Since your child doesn't have a choice whether or not they go back to the school after summer, many children may feel a sense of helplessness or resentment. By raising your child's sense of autonomy with everyday choices, you can increase their feelings of control and self-esteem as they adjust to going back to school. Some examples include:

  • What color their school supplies are
  • Which extracurricular activities they want to participate in
  • What they want to eat for breakfast before their first day

Keep in mind that the younger a child is, the better to give them two or three options to choose from rather than letting them come up with ideas on their own. Too many options can cause children to feel overwhelmed or anxious.

Take Them to School Before Their First Day

Many schools have an orientation or an open house. Some parents may assume that these events are optional, but orientations prepare your child for the coming year and get them excited about that first day of class. Orientation will help your child:

  • Learn where there new classroom will be
  • Meet their new teacher
  • Understand the layout of their school if they're a new student

Be an Early Bird

We are creatures of habit. If your child is used to waking up in time to get ready for school, that will save everyone a headache when their first day rolls around.
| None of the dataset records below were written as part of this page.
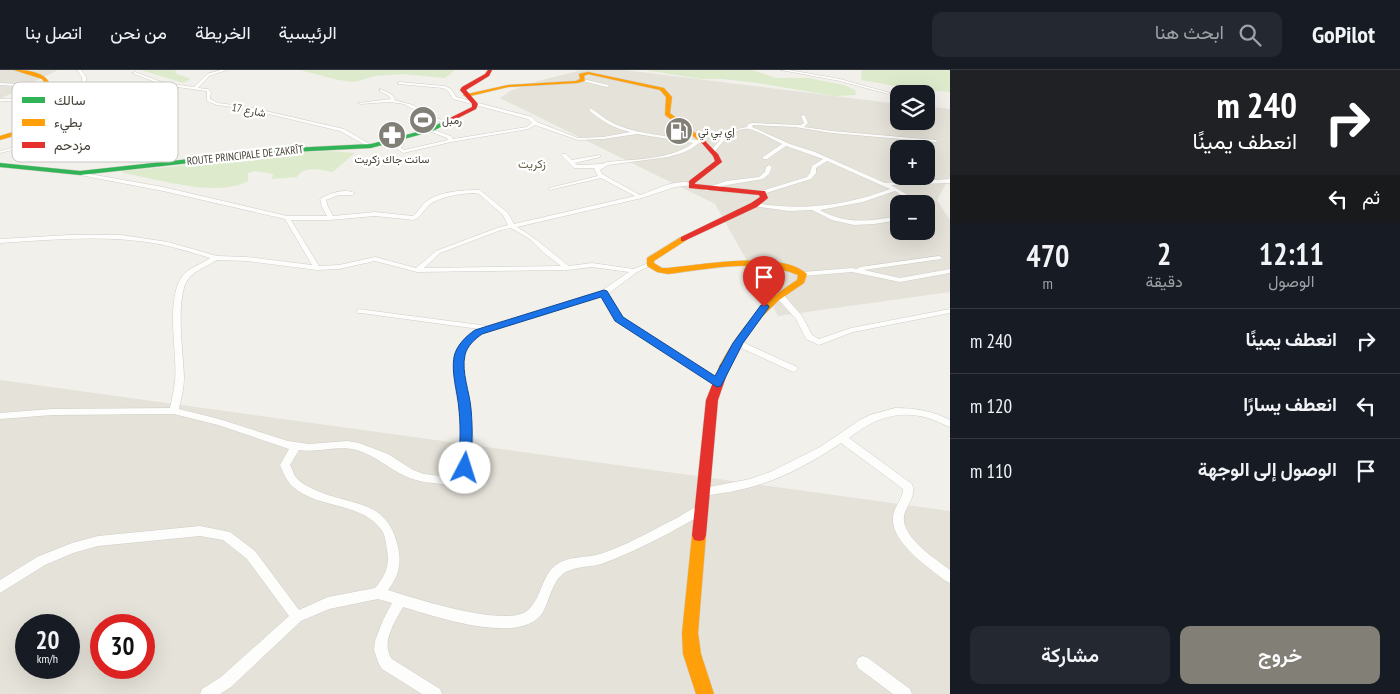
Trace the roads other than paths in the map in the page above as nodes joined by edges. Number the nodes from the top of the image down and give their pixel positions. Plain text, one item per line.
1 (16, 70) edge
2 (79, 70) edge
3 (225, 70) edge
4 (490, 70) edge
5 (783, 70) edge
6 (134, 73) dead end
7 (583, 80) junction
8 (49, 82) edge
9 (84, 82) edge
10 (158, 82) edge
11 (398, 83) dead end
12 (178, 86) edge
13 (607, 86) dead end
14 (195, 88) junction
15 (381, 90) dead end
16 (888, 93) dead end
17 (469, 98) junction
18 (391, 101) junction
19 (360, 103) dead end
20 (590, 109) dead end
21 (803, 116) dead end
22 (447, 121) junction
23 (535, 123) junction
24 (797, 127) junction
25 (748, 128) junction
26 (431, 130) junction
27 (12, 133) edge
28 (638, 133) junction
29 (0, 138) edge
30 (404, 138) junction
31 (451, 141) junction
32 (936, 141) dead end
33 (700, 142) junction
34 (785, 144) junction
35 (371, 146) junction
36 (713, 151) junction
37 (564, 155) dead end
38 (598, 156) dead end
39 (765, 158) dead end
40 (828, 159) junction
41 (571, 162) junction
42 (0, 165) edge
43 (602, 166) junction
44 (769, 167) dead end
45 (80, 173) junction
46 (603, 176) junction
47 (950, 181) edge
48 (690, 184) junction
49 (884, 184) junction
50 (551, 189) dead end
51 (706, 189) junction
52 (894, 189) junction
53 (352, 192) dead end
54 (760, 193) junction
55 (904, 195) edge
56 (640, 197) junction
57 (754, 205) junction
58 (812, 208) junction
59 (287, 218) junction
60 (329, 218) junction
61 (890, 219) edge
62 (512, 226) junction
63 (0, 241) edge
64 (216, 258) junction
65 (939, 258) dead end
66 (650, 264) junction
67 (317, 268) junction
68 (568, 268) junction
69 (417, 270) junction
70 (852, 270) junction
71 (635, 271) junction
72 (950, 271) edge
73 (803, 274) junction
74 (604, 293) junction
75 (779, 295) junction
76 (361, 311) dead end
77 (950, 311) edge
78 (489, 328) junction
79 (738, 343) junction
80 (794, 369) dead end
81 (717, 383) junction
82 (174, 412) junction
83 (950, 412) edge
84 (0, 416) edge
85 (939, 417) junction
86 (950, 424) edge
87 (842, 438) junction
88 (296, 446) junction
89 (704, 492) junction
90 (703, 509) junction
91 (950, 577) edge
92 (0, 587) edge
93 (378, 593) junction
94 (400, 600) junction
95 (298, 617) junction
96 (863, 663) dead end
97 (207, 694) edge
98 (435, 694) edge
99 (705, 694) edge
100 (905, 694) edge

1 - 8 street
2 - 9 street
3 - 14 street
4 - 17 street
5 - 16 street
6 - 10 street
7 - 13 street
7 - 17 street
7 - 33 street
11 - 17 street
12 - 14 street
14 - 35 street, شارع 17
15 - 18 street
17 - 22 street, ROUTE PRINCIPALE DE ZAKRÎT
17 - 23 street
18 - 19 street
18 - 22 street
20 - 28 street
21 - 24 street
22 - 26 street, ROUTE PRINCIPALE DE ZAKRÎT
23 - 28 street
23 - 31 street
24 - 25 street
24 - 32 street
25 - 34 street
25 - 36 street
26 - 30 street, ROUTE PRINCIPALE DE ZAKRÎT
26 - 31 street
27 - 29 street
28 - 33 street
30 - 31 street
30 - 35 street, ROUTE PRINCIPALE DE ZAKRÎT
33 - 36 street
33 - 43 street
34 - 39 street
34 - 40 street
35 - 45 street, ROUTE PRINCIPALE DE ZAKRÎT
36 - 48 street
37 - 41 street
38 - 41 street
40 - 49 street
40 - 54 street
41 - 43 street
42 - 45 street, ROUTE PRINCIPALE DE ZAKRÎT
43 - 46 street
44 - 51 street
45 - 59 street
46 - 50 street
46 - 56 street
47 - 49 street
48 - 51 street
48 - 56 street
49 - 52 street
51 - 54 street
52 - 55 street
52 - 58 street
53 - 60 street
54 - 57 street
56 - 62 street
57 - 58 street
57 - 66 street
58 - 61 street
59 - 60 street
59 - 67 street
60 - 62 street
62 - 68 street
62 - 69 street
63 - 64 street
64 - 67 street
64 - 82 street
65 - 70 street
66 - 71 street
66 - 73 street
67 - 69 street
68 - 69 street
68 - 71 street
70 - 72 street
70 - 73 street
71 - 74 street
73 - 75 street
74 - 78 street
74 - 81 street
75 - 77 street
75 - 79 street
76 - 78 street
78 - 88 street
79 - 80 street
79 - 81 street
81 - 89 street
82 - 84 street
82 - 88 street
83 - 85 street
85 - 86 street
85 - 87 street
87 - 89 street
87 - 91 street
88 - 93 street
89 - 90 street
90 - 94 street
90 - 99 street
92 - 95 street
93 - 94 street
93 - 95 street
94 - 98 street
95 - 97 street
96 - 100 street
If your child does not naturally like waking up early, consider easing them into the new routine. Wake up fifteen minutes to a half hour earlier each day leading up to the first day of school. You can also incentivize them with their favorite breakfast or activity when they get up.

Practice Common Scripts

What is often called "shyness" in children is often your child not knowing how to act or what to say in new situations. Luckily, you can prepare them with examples.

Pretend to be one of their classmates or their teacher and have a conversation with your child. Give them opportunities to:

  • Be kind
  • Share their thoughts and belongings
  • Engage in good listening

These exchanges are more fun if you allow yourself to let loose, use your imagination, and be silly with your child. You can also prepare them for more complicated scenarios, such as being bullied or dealing with peer pressure.

Be a Good Role Model

Your child is always watching you for what to say, how to act, and what to expect out of an experience. By staying positive and practicing good habits, your child will be more likely to emulate a good attitude and good behaviors. Remember to:

  • Eat healthy foods
  • Get enough exercise
  • Wake up in time to get ready and go to school
  • Get enough sleep

Taking care of yourself will also lower stress levels during the transition back to school. As we all know: a little patience and a smile can go a long way.